Monday 1 March 2010

The Confusion Virus

As a child I had no idea what I wanted to be when I grew up. As an adult, I still don't, and I believe this confusion virus is spreading like wildfire. The media (all types), big business, Universities (perhaps even schools) and now social media breathe the virus into all of us...and I wonder if anyone is working on a cure? Is this a virus without a cure? Is it a virus that does more good than harm?

We read about headline success stories, the 'one in a million' person that achieves something incredible, and we can almost taste it for ourselves. Should we do what they did?...we can do that...we should do that! We are constantly comparing and moulding ourselves to a benchmark that doesn't exist - at least not outside our own minds and the media frenzy.

On observation, in business it seems that the new form of entrepreneurship is not about setting up a physical store or offering an on-site service, but rather doing something on the Internet and something for ourselves...and our benchmark for success is presented by the media in headlines, by Universities in case studies and in social media by word of mouth. We believe we don't have to sell because the internet is so big it sells itself; we believe it is easier working from home than commuting to work every morning; we believe that raising $10 million for our business is just a matter of time; we believe all the millionaires in the headlines achieved their success with little or no help; we believe it is all too easy. We are confused by the signals of mass media and the reality of life.

Last night, Canada beat the USA in the ice hockey final at the Olympics 3-2 in overtime. Their victory was stunning and deserved but the headlines only reflect the glory, not the blood, sweat and tears that have got the team to that point in history. The headlines make us focus on Crosby and propel him disproportionately ahead of all the other players, as if he was the only person on the team. The problem with the virus I am writing about is that it blurs our vision and doesn't allow us to appreciate the full picture.
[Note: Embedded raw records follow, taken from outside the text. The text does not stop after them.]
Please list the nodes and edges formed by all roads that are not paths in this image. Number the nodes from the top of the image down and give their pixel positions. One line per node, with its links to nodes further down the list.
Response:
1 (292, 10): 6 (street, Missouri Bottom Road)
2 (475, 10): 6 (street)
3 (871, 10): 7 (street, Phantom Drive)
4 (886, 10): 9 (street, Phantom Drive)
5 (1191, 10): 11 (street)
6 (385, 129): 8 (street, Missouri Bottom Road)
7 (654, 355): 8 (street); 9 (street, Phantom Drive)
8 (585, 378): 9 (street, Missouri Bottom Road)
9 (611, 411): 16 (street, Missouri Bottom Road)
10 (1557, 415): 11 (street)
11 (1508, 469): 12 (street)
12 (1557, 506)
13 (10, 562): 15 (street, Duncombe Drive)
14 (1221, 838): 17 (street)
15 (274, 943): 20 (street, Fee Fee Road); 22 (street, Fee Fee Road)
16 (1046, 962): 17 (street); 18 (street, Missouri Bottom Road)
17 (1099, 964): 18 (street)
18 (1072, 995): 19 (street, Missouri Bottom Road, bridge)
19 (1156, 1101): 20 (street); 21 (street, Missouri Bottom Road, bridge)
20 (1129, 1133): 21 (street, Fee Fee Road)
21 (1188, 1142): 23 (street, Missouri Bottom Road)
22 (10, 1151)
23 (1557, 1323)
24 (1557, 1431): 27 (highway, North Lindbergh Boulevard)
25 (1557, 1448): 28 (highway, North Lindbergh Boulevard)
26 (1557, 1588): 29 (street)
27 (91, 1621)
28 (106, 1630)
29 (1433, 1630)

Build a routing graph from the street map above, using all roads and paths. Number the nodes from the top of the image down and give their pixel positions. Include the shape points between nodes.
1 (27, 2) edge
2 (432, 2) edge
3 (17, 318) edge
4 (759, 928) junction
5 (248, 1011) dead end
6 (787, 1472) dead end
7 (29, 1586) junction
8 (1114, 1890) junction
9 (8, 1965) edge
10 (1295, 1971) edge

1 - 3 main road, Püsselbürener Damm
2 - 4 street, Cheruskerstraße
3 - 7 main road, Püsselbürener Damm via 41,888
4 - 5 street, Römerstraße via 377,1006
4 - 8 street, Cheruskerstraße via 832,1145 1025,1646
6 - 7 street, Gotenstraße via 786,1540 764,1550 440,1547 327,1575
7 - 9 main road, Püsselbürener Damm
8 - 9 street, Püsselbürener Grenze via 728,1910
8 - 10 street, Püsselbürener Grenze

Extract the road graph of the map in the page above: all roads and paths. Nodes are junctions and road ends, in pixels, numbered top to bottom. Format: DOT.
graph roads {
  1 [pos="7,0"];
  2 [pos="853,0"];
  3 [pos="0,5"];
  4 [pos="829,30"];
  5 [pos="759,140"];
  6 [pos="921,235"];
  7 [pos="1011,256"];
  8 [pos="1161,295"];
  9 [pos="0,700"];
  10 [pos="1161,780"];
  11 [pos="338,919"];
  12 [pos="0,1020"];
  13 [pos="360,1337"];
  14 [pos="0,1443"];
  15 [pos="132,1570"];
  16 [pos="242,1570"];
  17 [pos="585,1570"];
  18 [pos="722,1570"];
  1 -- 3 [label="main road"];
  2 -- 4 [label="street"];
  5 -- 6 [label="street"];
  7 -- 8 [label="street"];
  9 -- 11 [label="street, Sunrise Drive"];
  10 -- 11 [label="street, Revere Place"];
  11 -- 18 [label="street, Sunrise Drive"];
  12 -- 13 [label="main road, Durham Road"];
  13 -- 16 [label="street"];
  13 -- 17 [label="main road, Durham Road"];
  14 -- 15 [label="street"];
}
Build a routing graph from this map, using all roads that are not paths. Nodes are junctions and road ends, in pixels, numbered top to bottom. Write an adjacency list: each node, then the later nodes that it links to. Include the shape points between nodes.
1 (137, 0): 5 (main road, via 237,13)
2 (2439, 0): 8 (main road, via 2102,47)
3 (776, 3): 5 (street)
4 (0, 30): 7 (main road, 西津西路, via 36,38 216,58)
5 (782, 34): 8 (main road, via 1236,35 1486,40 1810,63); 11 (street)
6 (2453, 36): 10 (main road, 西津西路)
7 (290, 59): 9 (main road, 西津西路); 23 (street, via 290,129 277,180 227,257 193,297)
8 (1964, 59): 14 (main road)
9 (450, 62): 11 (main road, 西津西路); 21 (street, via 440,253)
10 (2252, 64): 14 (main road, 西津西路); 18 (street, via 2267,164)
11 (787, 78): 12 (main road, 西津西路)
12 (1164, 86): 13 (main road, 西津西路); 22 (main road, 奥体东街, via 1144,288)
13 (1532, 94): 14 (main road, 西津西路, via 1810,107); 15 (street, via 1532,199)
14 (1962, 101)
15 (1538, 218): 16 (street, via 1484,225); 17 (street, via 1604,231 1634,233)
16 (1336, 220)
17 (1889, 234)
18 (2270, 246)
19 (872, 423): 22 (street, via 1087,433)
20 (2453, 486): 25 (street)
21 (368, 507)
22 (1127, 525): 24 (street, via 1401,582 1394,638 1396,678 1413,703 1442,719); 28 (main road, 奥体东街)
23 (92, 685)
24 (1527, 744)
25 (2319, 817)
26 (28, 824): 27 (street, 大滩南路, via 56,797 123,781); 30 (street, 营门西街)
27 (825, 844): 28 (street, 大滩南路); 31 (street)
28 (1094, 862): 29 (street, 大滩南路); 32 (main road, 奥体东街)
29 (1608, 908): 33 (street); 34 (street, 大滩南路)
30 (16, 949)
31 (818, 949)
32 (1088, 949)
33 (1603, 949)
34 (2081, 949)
I have seldom been one to compete with anyone else for status, money, and possessions (a rare character trait my Dad has blessed me with) but I would be lying if I said that it isn't a struggle to avoid doing so. In my life, the confusion virus presents as a different strain. I haven't been led to believe that I deserve or need what others have, but I have been buoyed into believing that anything is possible and why should I not do the best I possibly can to achieve wealth and material riches? Without this belief I know that progress in the world is unachievable; but with it, I wonder how many people are struggling to provide? many marriages are crumbling under the pressures of debt?...and how many heart attacks and strokes are induced by the realities of failure?

Are we on a collision course with reality or can we concentrate our energies sufficient enough to realise that life and all it's rewards demand dedication, single-mindedness, and all the other strong character traits?...and what of the softer traits - selflessness, sincerity, humility, love, care, compassion? Has the virus crushed those already or might they be our only hope for a cure?